You are viewing a plain text version of this content. The canonical link for it is here.

Posted to user@cassandra.apache.org by Benoit Mathieu <be...@yakaz.com> on 2012/03/01 11:45:09 UTC

hadoop map join with ColumnFamilyInputFormat

Hi all,

I want to write a MapReduce job with a Map task taking its data from 2
CFs. Those 2 CFs have the same row keys and are in same keyspace, so
they are partionned the same way across my cluster and it would be
nice that the Map task reads the both column families locally.

In hadoop package org.apache.hadoop.mapred.join, there is a
CompositeInputFormat class, which seems to do what I want, but it
seems related to HDFS files as the "compose" method takes "Path" args.
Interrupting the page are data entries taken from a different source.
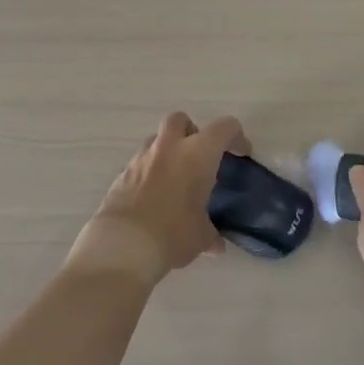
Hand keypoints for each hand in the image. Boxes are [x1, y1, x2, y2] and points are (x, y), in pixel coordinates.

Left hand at [68, 112, 244, 286]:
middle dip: (192, 131)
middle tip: (199, 156)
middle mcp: (169, 147)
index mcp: (197, 154)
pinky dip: (149, 172)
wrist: (123, 245)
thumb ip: (210, 234)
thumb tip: (216, 245)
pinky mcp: (121, 173)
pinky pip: (140, 163)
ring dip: (168, 151)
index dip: (236, 137)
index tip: (241, 153)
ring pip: (156, 139)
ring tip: (175, 179)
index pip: (224, 128)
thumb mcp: (200, 237)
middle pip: (181, 119)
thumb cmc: (173, 233)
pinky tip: (153, 197)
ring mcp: (141, 158)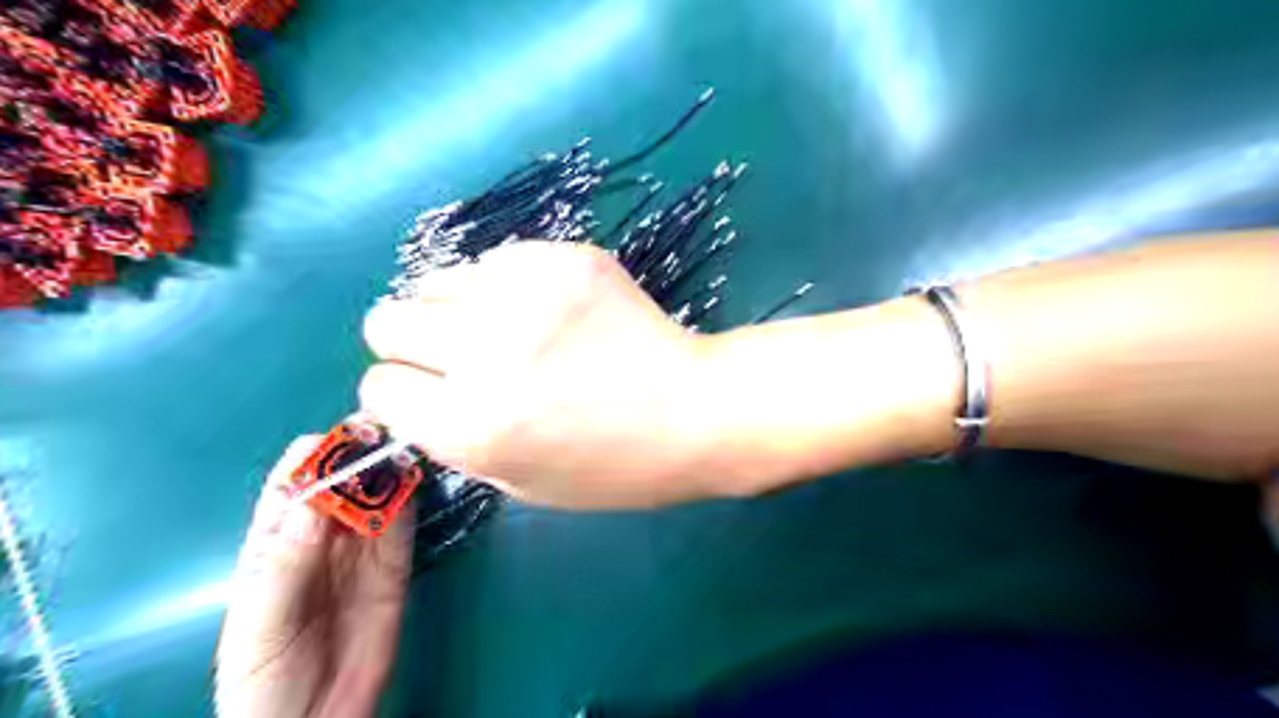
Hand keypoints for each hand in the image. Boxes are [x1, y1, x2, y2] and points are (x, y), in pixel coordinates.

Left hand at [214, 436, 413, 717]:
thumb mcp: (260, 625)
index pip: (295, 481)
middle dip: (364, 453)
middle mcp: (323, 535)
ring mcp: (363, 548)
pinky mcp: (396, 565)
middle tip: (390, 434)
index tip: (347, 437)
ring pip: (380, 493)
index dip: (318, 455)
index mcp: (276, 540)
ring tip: (412, 448)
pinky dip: (413, 498)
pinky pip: (405, 523)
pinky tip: (420, 479)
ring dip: (394, 469)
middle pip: (344, 479)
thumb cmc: (264, 680)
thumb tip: (313, 503)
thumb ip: (284, 564)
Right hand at [361, 240, 717, 510]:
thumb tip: (419, 393)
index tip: (433, 392)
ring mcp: (525, 294)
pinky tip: (550, 308)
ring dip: (458, 308)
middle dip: (413, 342)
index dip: (404, 393)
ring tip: (508, 327)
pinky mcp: (562, 257)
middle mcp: (484, 352)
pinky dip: (508, 284)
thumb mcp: (520, 483)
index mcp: (470, 425)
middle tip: (461, 354)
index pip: (379, 388)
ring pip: (436, 281)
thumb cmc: (614, 465)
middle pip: (387, 320)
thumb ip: (455, 439)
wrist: (693, 410)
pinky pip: (497, 260)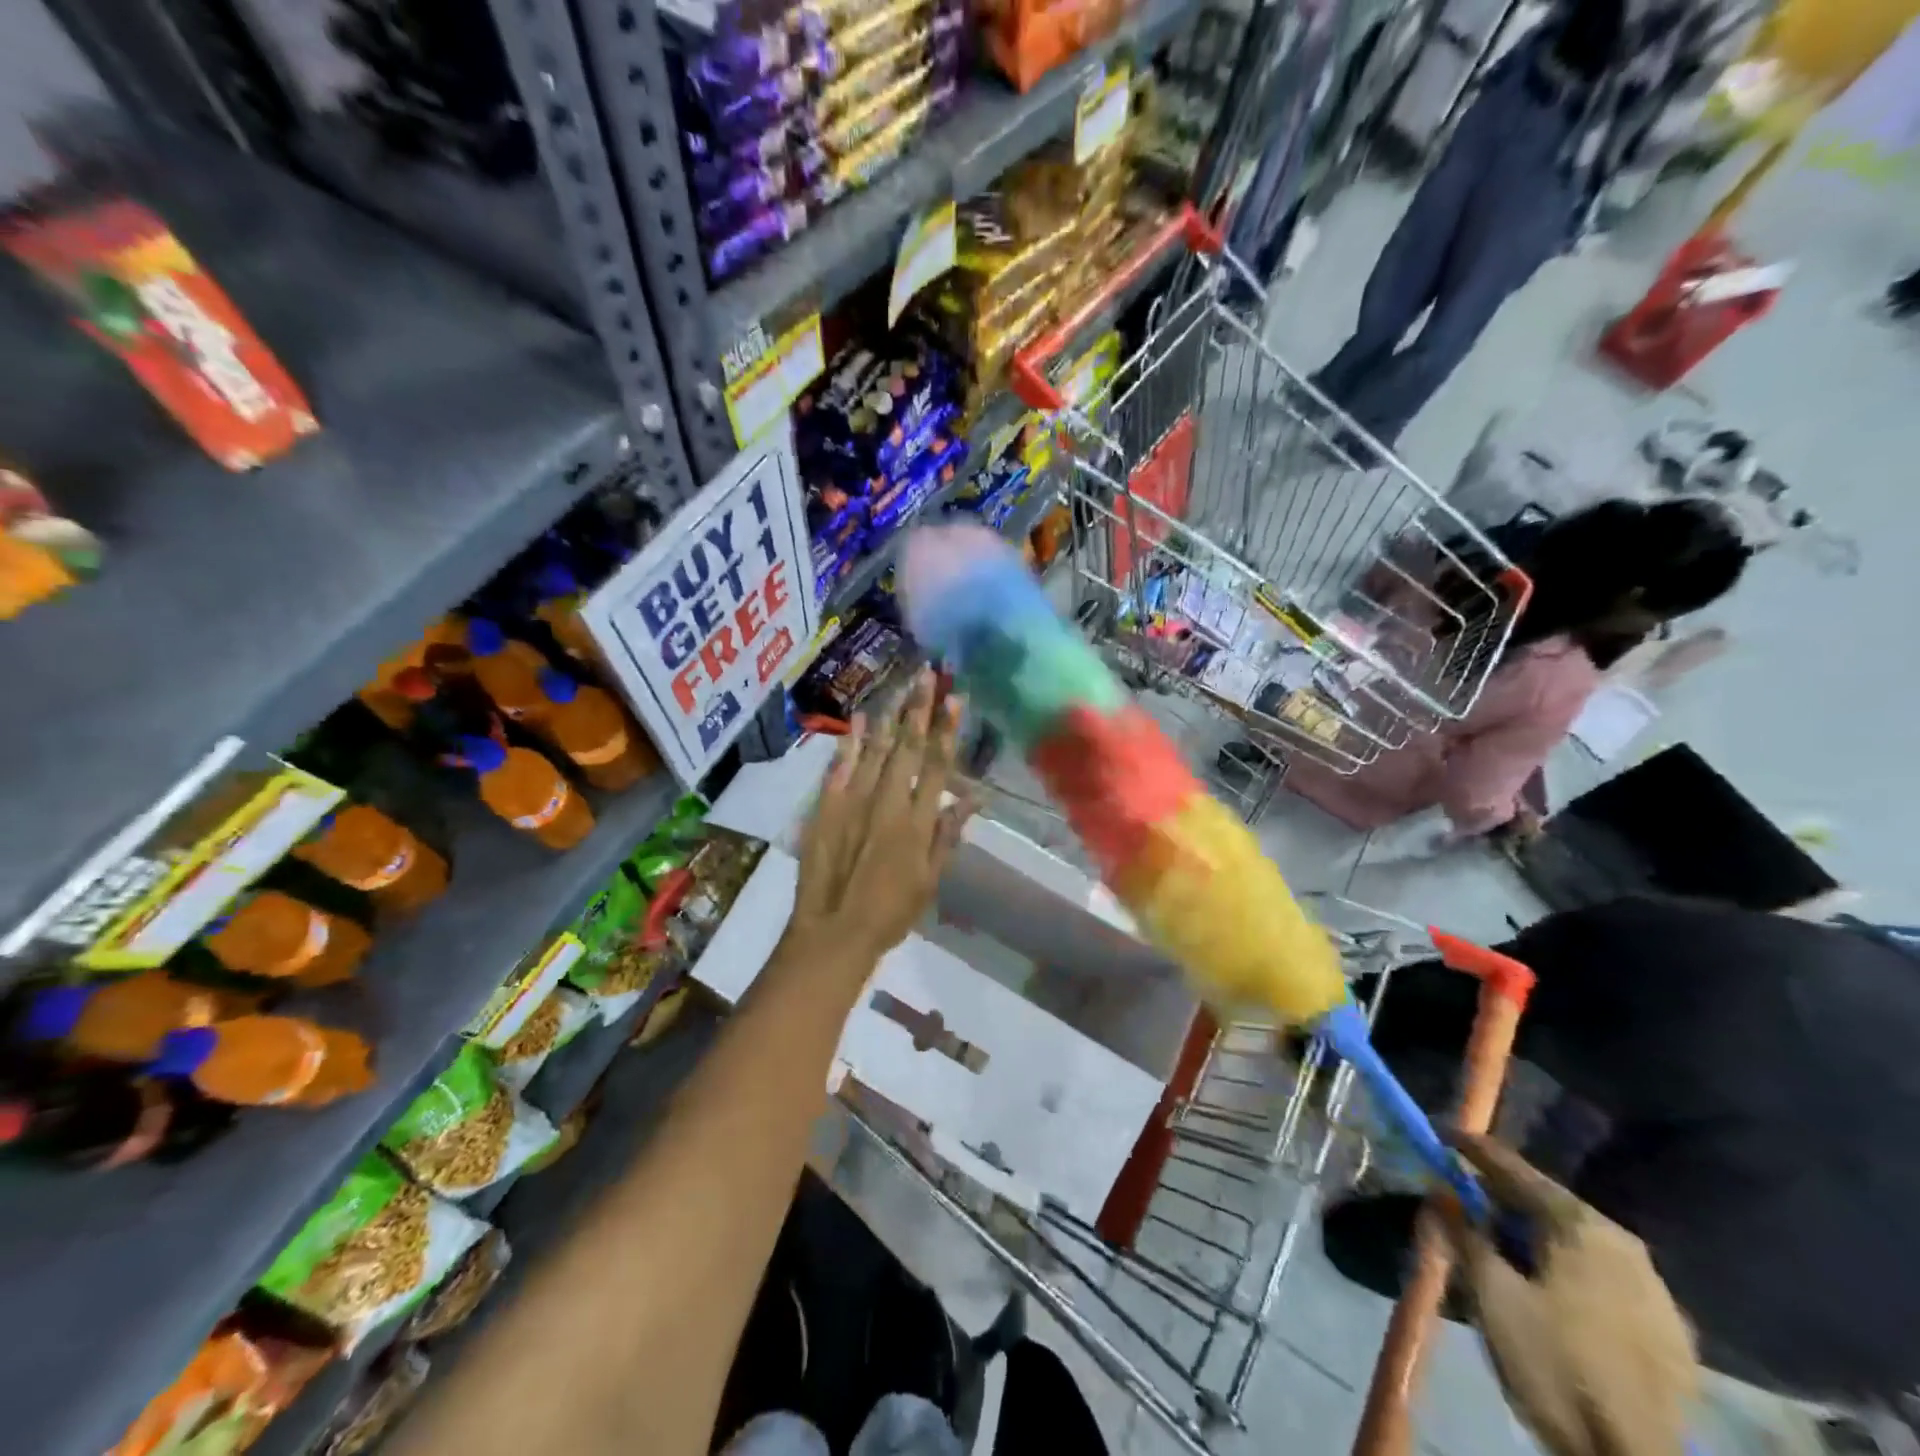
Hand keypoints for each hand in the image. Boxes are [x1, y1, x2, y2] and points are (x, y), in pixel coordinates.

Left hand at [785, 671, 970, 980]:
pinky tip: (859, 718)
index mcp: (918, 821)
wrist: (834, 931)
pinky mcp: (826, 807)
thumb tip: (974, 799)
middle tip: (927, 672)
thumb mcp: (930, 879)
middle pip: (907, 746)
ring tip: (901, 684)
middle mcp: (888, 802)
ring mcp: (853, 801)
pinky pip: (840, 767)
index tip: (955, 697)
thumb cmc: (891, 913)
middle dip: (919, 707)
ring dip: (890, 715)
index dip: (947, 729)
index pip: (937, 765)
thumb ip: (949, 835)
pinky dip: (850, 741)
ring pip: (876, 749)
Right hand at [1445, 1132, 1697, 1455]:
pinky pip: (1602, 1278)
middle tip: (1460, 1196)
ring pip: (1577, 1243)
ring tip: (1497, 1244)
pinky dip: (1565, 1268)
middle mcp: (1625, 1245)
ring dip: (1534, 1235)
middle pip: (1548, 1204)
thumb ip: (1461, 1230)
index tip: (1438, 1132)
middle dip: (1501, 1197)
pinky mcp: (1670, 1334)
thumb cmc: (1554, 1364)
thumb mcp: (1490, 1292)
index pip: (1514, 1168)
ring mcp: (1656, 1291)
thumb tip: (1439, 1188)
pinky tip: (1545, 1288)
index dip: (1471, 1147)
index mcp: (1583, 1226)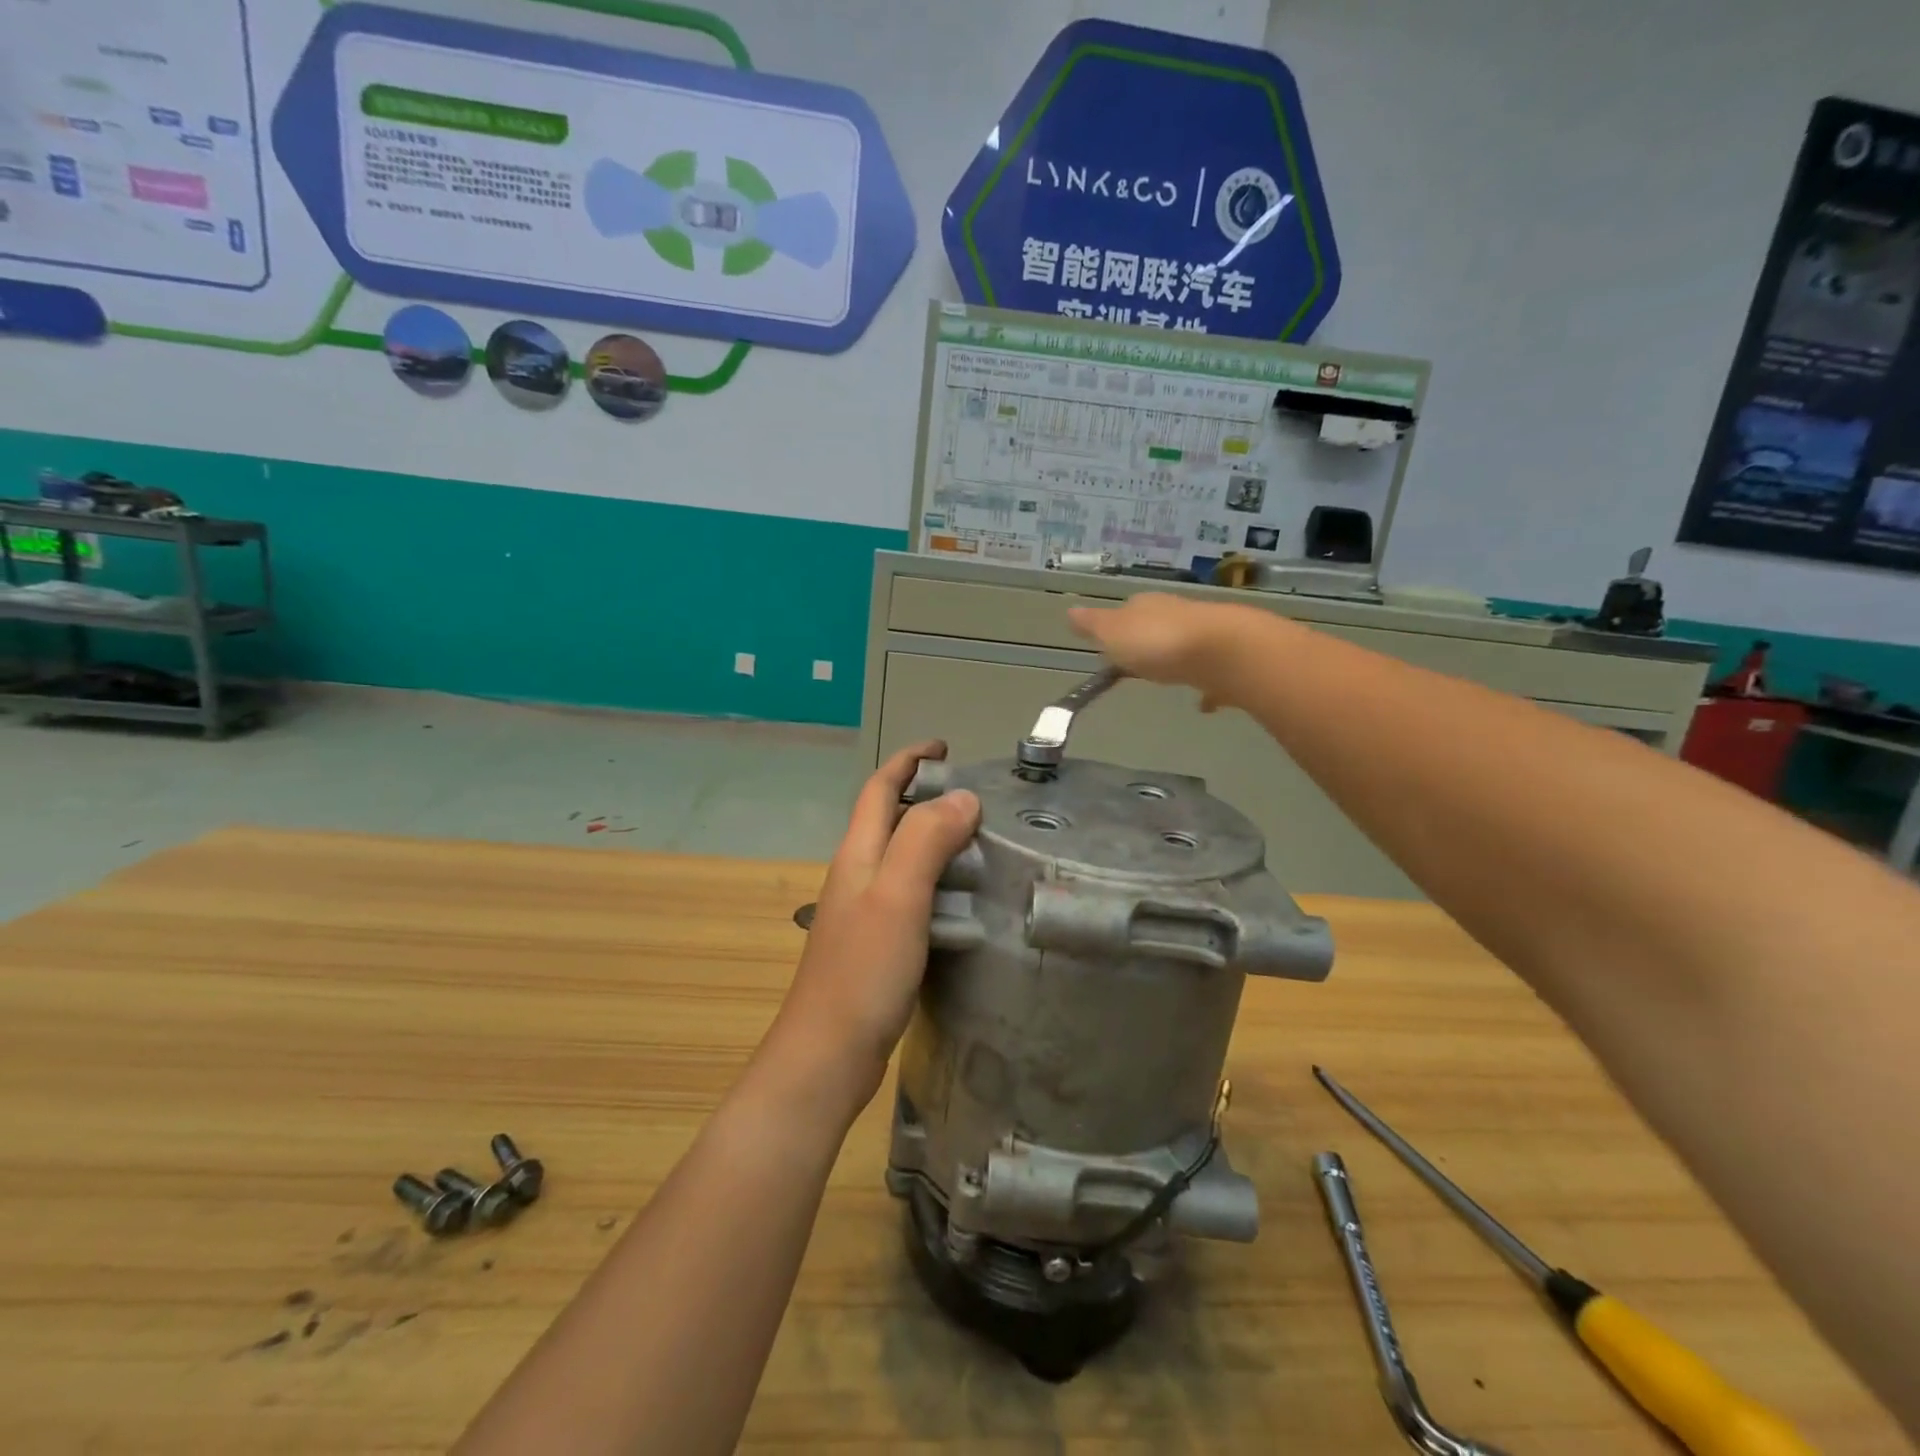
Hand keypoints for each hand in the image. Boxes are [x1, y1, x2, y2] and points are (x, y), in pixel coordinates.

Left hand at [768, 741, 979, 1113]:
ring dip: (935, 840)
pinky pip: (911, 895)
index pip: (880, 789)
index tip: (944, 748)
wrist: (828, 1054)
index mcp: (858, 854)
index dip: (908, 761)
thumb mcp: (898, 895)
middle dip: (926, 796)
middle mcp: (857, 875)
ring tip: (981, 843)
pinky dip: (938, 882)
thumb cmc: (862, 970)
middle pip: (889, 819)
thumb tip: (963, 797)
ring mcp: (864, 912)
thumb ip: (926, 840)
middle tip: (977, 799)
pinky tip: (965, 901)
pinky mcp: (876, 944)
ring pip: (902, 858)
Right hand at [1067, 595, 1243, 708]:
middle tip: (1140, 663)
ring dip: (1178, 660)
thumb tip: (1070, 610)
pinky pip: (1212, 674)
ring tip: (1170, 679)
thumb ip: (1093, 625)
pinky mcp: (1230, 660)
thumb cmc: (1159, 642)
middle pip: (1159, 625)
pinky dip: (1207, 687)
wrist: (1225, 652)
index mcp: (1147, 606)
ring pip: (1187, 646)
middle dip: (1150, 642)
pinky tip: (1204, 705)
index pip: (1128, 611)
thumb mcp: (1113, 633)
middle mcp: (1178, 614)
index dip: (1118, 627)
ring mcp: (1207, 636)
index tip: (1111, 646)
Does anyone have ever wrote a CompositeColumnFamilyInputFormat ? or
have any insight about it ?

Cheers,

Benoit

Re: hadoop map join with ColumnFamilyInputFormat

Posted by Jeremy Hanna <je...@gmail.com>.

I haven't used that in particular, but it's pretty trivial to do that with Pig and I would imagine it would just do the right thing under the covers.  It's a simple join with Pig.  We use pygmalion to get data from the Cassandra bag.  A simple example would be:
DEFINE FromCassandraBag org.pygmalion.udf.FromCassandraBag();

raw_billing_acount =  LOAD 'cassandra://voltron/billing_account' USING org.apache.cassandra.hadoop.pig.CassandraStorage() AS (id:chararray, columns:bag {column:tuple (name, value)});
billing_account = FOREACH raw_billing_account GENERATE
        id,
        FLATTEN(FromCassandraBag('name, age, address, city, state, zip',columns)) AS (
		name:		chararray,
		age: 		chararray,
		address: 	chararray,
		city: 		chararray,
		state:		chararray,
		zip:			chararay
        );

raw_game_account =  LOAD 'cassandra://voltron/game_account' USING org.apache.cassandra.hadoop.pig.CassandraStorage() AS (id:chararray, columns:bag {column:tuple (name, value)});
game_account = FOREACH raw_game_account GENERATE
        id,
        FLATTEN(FromCassandraBag('username, level, experience_points, super_powers, vehicles',columns)) AS (
		username:			chararray,
		level: 				chararray,
		experience_points: 	chararray,
		super_powers: 		chararray,
		vehicles:			chararray
        );

composite_relation = FOREACH
	(join billing_account by id, game_account by id)
		GENERATE
		billing_account::id as id,
		name,
		username,
		level,
		super_powers;

Anyway - not sure if that's what you're looking for but that's what we do a lot of with Pig - joins on any attribute or group bys or things like that.


On Mar 1, 2012, at 4:45 AM, Benoit Mathieu wrote:

> Hi all,
> 
> I want to write a MapReduce job with a Map task taking its data from 2
> CFs. Those 2 CFs have the same row keys and are in same keyspace, so
> they are partionned the same way across my cluster and it would be
> nice that the Map task reads the both column families locally.
> 
> In hadoop package org.apache.hadoop.mapred.join, there is a
> CompositeInputFormat class, which seems to do what I want, but it
> seems related to HDFS files as the "compose" method takes "Path" args.
> 
> Does anyone have ever wrote a CompositeColumnFamilyInputFormat ? or
> have any insight about it ?
> 
> Cheers,
> 
> Benoit